Substantially all of the Company’s exploration and development activities are conducted jointly with others. Only the Company’s proportionate interest in such activities is reflected in the Consolidated Financial Statements.
The preparation of the Consolidated Financial Statements requires management to make estimates and assumptions that affect the reported amounts of assets, liabilities, revenues, expenses and the disclosure of contingencies. Such estimates primarily relate to unsettled transactions and events as of the date of the financial statements. Accordingly, actual results may differ from estimated amounts as future confirming events occur. Significant estimates used in the preparation of the financial statements include, but are not limited to, the estimates of oil and gas reserves, asset retirement obligations, income taxes and employee future benefits.
(b) Revenue Recognition
Revenue from the sale of crude oil, natural gas, natural gas liquids, purchased products and refined petroleum products is recorded when title passes to the customer. Inter-segment sales are accounted for at market values and included, for segmented reporting, in revenues of the segment making the transfer and expenses of the segment receiving the transfer; these amounts are eliminated on consolidation.

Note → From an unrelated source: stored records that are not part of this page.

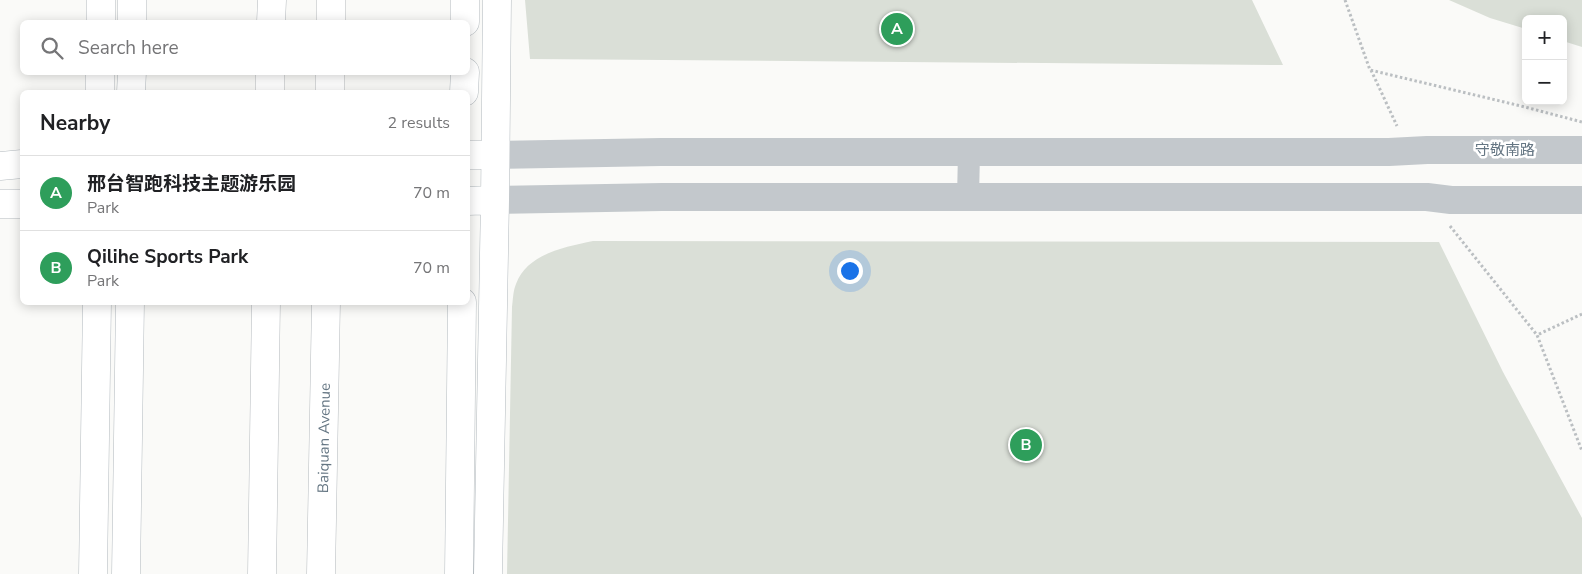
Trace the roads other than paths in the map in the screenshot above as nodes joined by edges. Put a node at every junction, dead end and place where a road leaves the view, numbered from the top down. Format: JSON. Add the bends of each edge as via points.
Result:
{"nodes":[{"id":1,"x":101,"y":0,"type":"edge"},
{"id":2,"x":132,"y":0,"type":"edge"},
{"id":3,"x":272,"y":0,"type":"edge"},
{"id":4,"x":331,"y":0,"type":"edge"},
{"id":5,"x":465,"y":0,"type":"edge"},
{"id":6,"x":496,"y":0,"type":"edge"},
{"id":7,"x":101,"y":20,"type":"edge"},
{"id":8,"x":132,"y":20,"type":"edge"},
{"id":9,"x":271,"y":20,"type":"edge"},
{"id":10,"x":331,"y":20,"type":"edge"},
{"id":11,"x":465,"y":20,"type":"edge"},
{"id":12,"x":100,"y":75,"type":"edge"},
{"id":13,"x":132,"y":75,"type":"edge"},
{"id":14,"x":270,"y":75,"type":"edge"},
{"id":15,"x":330,"y":75,"type":"edge"},
{"id":16,"x":464,"y":75,"type":"edge"},
{"id":17,"x":100,"y":90,"type":"edge"},
{"id":18,"x":131,"y":90,"type":"edge"},
{"id":19,"x":270,"y":90,"type":"edge"},
{"id":20,"x":330,"y":90,"type":"edge"},
{"id":21,"x":464,"y":90,"type":"edge"},
{"id":22,"x":1582,"y":150,"type":"edge"},
{"id":23,"x":969,"y":152,"type":"junction"},
{"id":24,"x":470,"y":155,"type":"edge"},
{"id":25,"x":495,"y":155,"type":"junction"},
{"id":26,"x":20,"y":164,"type":"edge"},
{"id":27,"x":0,"y":166,"type":"edge"},
{"id":28,"x":968,"y":198,"type":"junction"},
{"id":29,"x":496,"y":200,"type":"junction"},
{"id":30,"x":1582,"y":200,"type":"edge"},
{"id":31,"x":470,"y":201,"type":"edge"},
{"id":32,"x":0,"y":204,"type":"edge"},
{"id":33,"x":20,"y":204,"type":"edge"},
{"id":34,"x":97,"y":305,"type":"edge"},
{"id":35,"x":130,"y":305,"type":"edge"},
{"id":36,"x":266,"y":305,"type":"edge"},
{"id":37,"x":326,"y":305,"type":"edge"},
{"id":38,"x":462,"y":305,"type":"edge"},
{"id":39,"x":322,"y":568,"type":"edge"},
{"id":40,"x":261,"y":571,"type":"edge"},
{"id":41,"x":93,"y":574,"type":"edge"},
{"id":42,"x":126,"y":574,"type":"edge"},
{"id":43,"x":459,"y":574,"type":"edge"},
{"id":44,"x":488,"y":574,"type":"edge"}],
"edges":[{"from":1,"to":7,"type":"main road"},
{"from":2,"to":8,"type":"main road"},
{"from":3,"to":9,"type":"main road"},
{"from":4,"to":10,"type":"main road"},
{"from":5,"to":11,"type":"main road"},
{"from":6,"to":25,"type":"main road"},
{"from":12,"to":17,"type":"main road"},
{"from":13,"to":18,"type":"main road"},
{"from":14,"to":19,"type":"main road"},
{"from":15,"to":20,"type":"main road"},
{"from":16,"to":21,"type":"main road"},
{"from":22,"to":23,"type":"street","name":"守敬南路"},
{"from":23,"to":25,"type":"street","name":"守敬南路"},
{"from":23,"to":28,"type":"street"},
{"from":24,"to":25,"type":"main road"},
{"from":25,"to":29,"type":"main road"},
{"from":26,"to":27,"type":"main road"},
{"from":28,"to":29,"type":"street"},
{"from":28,"to":30,"type":"street"},
{"from":29,"to":31,"type":"main road"},
{"from":29,"to":44,"type":"main road"},
{"from":32,"to":33,"type":"main road"},
{"from":34,"to":41,"type":"main road"},
{"from":35,"to":42,"type":"main road"},
{"from":36,"to":40,"type":"main road"},
{"from":37,"to":39,"type":"main road","name":"Baiquan Avenue"},
{"from":38,"to":43,"type":"main road"}]}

International operations conducted pursuant to exploration and production-sharing agreements (EPSAs) are reflected in the Consolidated Financial Statements based on the Company’s working interest in such operations. Under the EPSAs, the Company and other non-governmental partners pay all operating and capital costs for exploring and developing the concessions. Each EPSA establishes specific terms for the Company to recover these costs (Cost Recovery Oil) in accordance with a formula that is generally limited to a specified percentage of production during each fiscal year and to share in the production profits (Profit Oil). Profit Oil is that portion of production remaining after deducting Cost Recovery Oil and is shared between the joint venture partners and the government of each country, varying with the level of production. Profit Oil that is attributable to the government includes an amount in respect of all deemed income taxes payable by the Company under the laws of the respective country. All other government stakes, other than income taxes, are considered to be royalty interests.
(c) Foreign Currency Translation
Monetary assets and liabilities are translated into Canadian dollars at rates of exchange in effect at the balance sheet date. With the exception of items pertaining to self-sustaining operations, the other assets and related depreciation, depletion and amortization, other liabilities, revenue and other expense items are translated into Canadian dollars at rates of exchange in effect at the respective transaction dates. The resulting exchange gains or losses are included in earnings.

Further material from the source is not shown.